At first, it is fundamental to maximize the visualization of the diaphragm and the involved structures, and then to eradicate every lesion without opening the thoracic cavity (except in cases requiring a full-thickness diaphragmatic resection). Thermal ablation is suggested for superficial lesions < 10 mm, preferring ABC to electrocautery, because its homogeneous and superficial (2 to 3 mm in depth) diathermy may avoid ischemia of surrounding tissue. DTC should be used to obtain hemostasis: in our case series cautious use of DTC has been shown to be safe resulting in no later fenestration due to ischemia and no pneumothorax or spontaneous rupture of the diaphragm. In case of lesion larger than 10 mm of maximum diameter, the incision of unaffected peritoneum followed by sharp dissection is recommended, in order to detect the level of the infiltration of the muscular layers of the diaphragm and, then, to make a “peritonectomy” in case of superficial lesions, or to perform a partial or full-thickness resection of the diaphragm in case of deep muscular infiltration. If the thoracic cavity is opened, the pleuras should be always explored, in order to detect thoracic involvement and to plan a concomitant or postponed pleural resection. The 0° or 30° laparoscope can be inserted into the pleural cavity through the diaphragmatic defect and an accurate inspection of the hemithoracic surfaces can be easily achieved. The diaphragmatic defect should be closed by laparoscopic suture that, according to our data, is feasible and safe, even if it requires high surgical skills. A gentle suction from the pleural cavity with a Foley catheter or by the suction probe could minimize residual pneumothorax, avoiding the positioning of a chest tube. The integrity of the diaphragm should be checked with the so-called “bubble test” and residual pneumothorax may be verified by intraoperative ultrasound thoracic scan.

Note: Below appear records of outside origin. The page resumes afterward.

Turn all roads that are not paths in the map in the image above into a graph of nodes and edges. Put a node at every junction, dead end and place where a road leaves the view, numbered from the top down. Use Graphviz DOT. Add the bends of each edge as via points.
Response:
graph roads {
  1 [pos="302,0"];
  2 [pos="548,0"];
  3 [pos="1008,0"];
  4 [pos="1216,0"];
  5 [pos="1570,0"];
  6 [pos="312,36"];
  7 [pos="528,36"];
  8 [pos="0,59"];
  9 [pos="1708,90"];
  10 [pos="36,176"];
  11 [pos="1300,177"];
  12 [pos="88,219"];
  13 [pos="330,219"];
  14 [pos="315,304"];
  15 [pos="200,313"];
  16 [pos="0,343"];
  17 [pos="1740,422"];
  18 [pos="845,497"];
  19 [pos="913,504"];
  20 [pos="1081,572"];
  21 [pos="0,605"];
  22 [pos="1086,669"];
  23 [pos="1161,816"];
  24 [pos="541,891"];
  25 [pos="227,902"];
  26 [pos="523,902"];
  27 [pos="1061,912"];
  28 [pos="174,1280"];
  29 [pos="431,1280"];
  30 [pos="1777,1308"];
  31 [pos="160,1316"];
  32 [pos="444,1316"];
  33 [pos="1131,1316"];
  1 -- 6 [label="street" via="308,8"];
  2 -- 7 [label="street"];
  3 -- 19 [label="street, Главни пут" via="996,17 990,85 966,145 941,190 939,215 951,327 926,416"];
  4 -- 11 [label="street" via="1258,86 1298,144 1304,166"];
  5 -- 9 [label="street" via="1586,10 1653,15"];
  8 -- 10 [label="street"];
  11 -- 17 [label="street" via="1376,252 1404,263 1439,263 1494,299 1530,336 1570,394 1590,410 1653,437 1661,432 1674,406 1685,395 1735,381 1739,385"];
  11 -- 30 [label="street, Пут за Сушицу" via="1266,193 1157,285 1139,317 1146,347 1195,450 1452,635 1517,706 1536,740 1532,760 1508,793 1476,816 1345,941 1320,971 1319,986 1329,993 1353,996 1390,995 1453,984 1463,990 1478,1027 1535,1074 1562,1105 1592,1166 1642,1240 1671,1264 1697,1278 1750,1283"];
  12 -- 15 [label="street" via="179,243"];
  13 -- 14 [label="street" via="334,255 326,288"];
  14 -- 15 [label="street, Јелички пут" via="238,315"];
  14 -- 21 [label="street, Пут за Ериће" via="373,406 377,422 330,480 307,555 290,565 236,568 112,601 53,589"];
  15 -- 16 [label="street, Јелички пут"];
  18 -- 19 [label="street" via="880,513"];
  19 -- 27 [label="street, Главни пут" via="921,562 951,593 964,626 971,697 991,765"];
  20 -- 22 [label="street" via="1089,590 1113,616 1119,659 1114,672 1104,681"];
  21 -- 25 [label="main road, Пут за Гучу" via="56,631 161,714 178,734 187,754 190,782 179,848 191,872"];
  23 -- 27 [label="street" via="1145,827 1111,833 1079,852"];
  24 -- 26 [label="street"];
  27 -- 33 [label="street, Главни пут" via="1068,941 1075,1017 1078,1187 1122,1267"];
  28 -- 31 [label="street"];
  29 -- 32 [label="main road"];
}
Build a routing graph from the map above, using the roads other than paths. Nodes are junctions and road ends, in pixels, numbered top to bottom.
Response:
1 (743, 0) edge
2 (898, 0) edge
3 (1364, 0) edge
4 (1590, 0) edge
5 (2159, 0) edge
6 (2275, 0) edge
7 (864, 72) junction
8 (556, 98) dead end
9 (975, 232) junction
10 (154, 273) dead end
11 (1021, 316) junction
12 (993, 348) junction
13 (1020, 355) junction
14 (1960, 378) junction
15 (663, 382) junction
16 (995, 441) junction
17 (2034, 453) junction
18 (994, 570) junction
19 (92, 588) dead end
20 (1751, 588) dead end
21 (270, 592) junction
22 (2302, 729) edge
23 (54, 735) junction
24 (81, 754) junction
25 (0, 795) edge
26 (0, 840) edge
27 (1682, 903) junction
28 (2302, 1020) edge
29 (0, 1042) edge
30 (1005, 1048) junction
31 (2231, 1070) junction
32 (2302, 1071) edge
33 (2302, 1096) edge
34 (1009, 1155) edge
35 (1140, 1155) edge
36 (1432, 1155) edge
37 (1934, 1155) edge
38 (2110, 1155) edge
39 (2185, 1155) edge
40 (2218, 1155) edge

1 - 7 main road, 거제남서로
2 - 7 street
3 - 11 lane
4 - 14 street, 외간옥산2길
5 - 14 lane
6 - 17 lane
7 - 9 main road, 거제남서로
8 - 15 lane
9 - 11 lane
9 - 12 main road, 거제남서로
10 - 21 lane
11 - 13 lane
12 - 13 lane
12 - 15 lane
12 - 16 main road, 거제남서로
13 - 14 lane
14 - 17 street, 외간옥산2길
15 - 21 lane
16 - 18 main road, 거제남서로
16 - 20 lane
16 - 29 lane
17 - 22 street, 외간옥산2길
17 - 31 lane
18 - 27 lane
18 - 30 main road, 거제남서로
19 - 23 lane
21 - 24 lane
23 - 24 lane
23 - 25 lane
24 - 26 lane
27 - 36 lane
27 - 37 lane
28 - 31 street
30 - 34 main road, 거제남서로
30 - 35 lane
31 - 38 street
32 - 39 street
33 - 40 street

It is always crucial to cooperate with other specialists: the anesthesiologist must be always informed about the risk of pneumothorax; the general surgeon could be required in for the hepatic mobilization and the thoracic surgeon is necessary intraoperatively only in case of wide diaphragmatic defects and preoperatively in order to better plan VATS as a first step or second look after laparoscopic surgery in cases of pleural involvement or acute thoracic symptoms. Patients should be accurately observed during the immediate postoperative days, in order to detect possible diaphragmatic complications such as pneumothorax, pleural effusion, subdiaphragmatic abscess or hemidiaphragmatic paralysis. A postoperative long-term hormonal therapy is fundamental to minimize recurrences of the disease. In Our Department, we indicate to start postoperative hormonal therapy and to assume it until looking for pregnancy. For infertile patients, a minimum of 3 months postoperative treatment is recommended, before starting with assisted reproductive techniques.

Conclusions

In conclusion, minimally invasive treatment of DE has shown to be safe, feasible and cost-effective, as it has a very low rate of complications. However, because of the rarity of the location, and in order to better tailor the surgical approach and to reduce the rate of under- or over-treatments and intra or postoperative complications, it should be routinary to classify diaphragmatic lesions and to follow a precise algorithm. Other Authors proposed different diagnostic criteria or algorithms in order to try to standardize the treatment of DE [29, 30]. As our series represents one of the largest single-Center experience, we believe that the proposed algorithm used in our Institution (Fig. 4) could represent a valid and reproducible tool to individualize the treatment of DE.

Fig. 4
figure 4

Proposed algorithm used in our Institution for preoperative and surgical management of DE

Finally, considering the peculiarity of the site of the disease and the expertise required for adequately select and treat these patients, we believe that this kind of surgery should be performed in a Referral Center by a gynecologic surgeon with oncogynecologic knowledge and skills, with the eventual support of a laparoscopic general surgeon, a specialized thoracic surgeon and a trained anesthesiologist.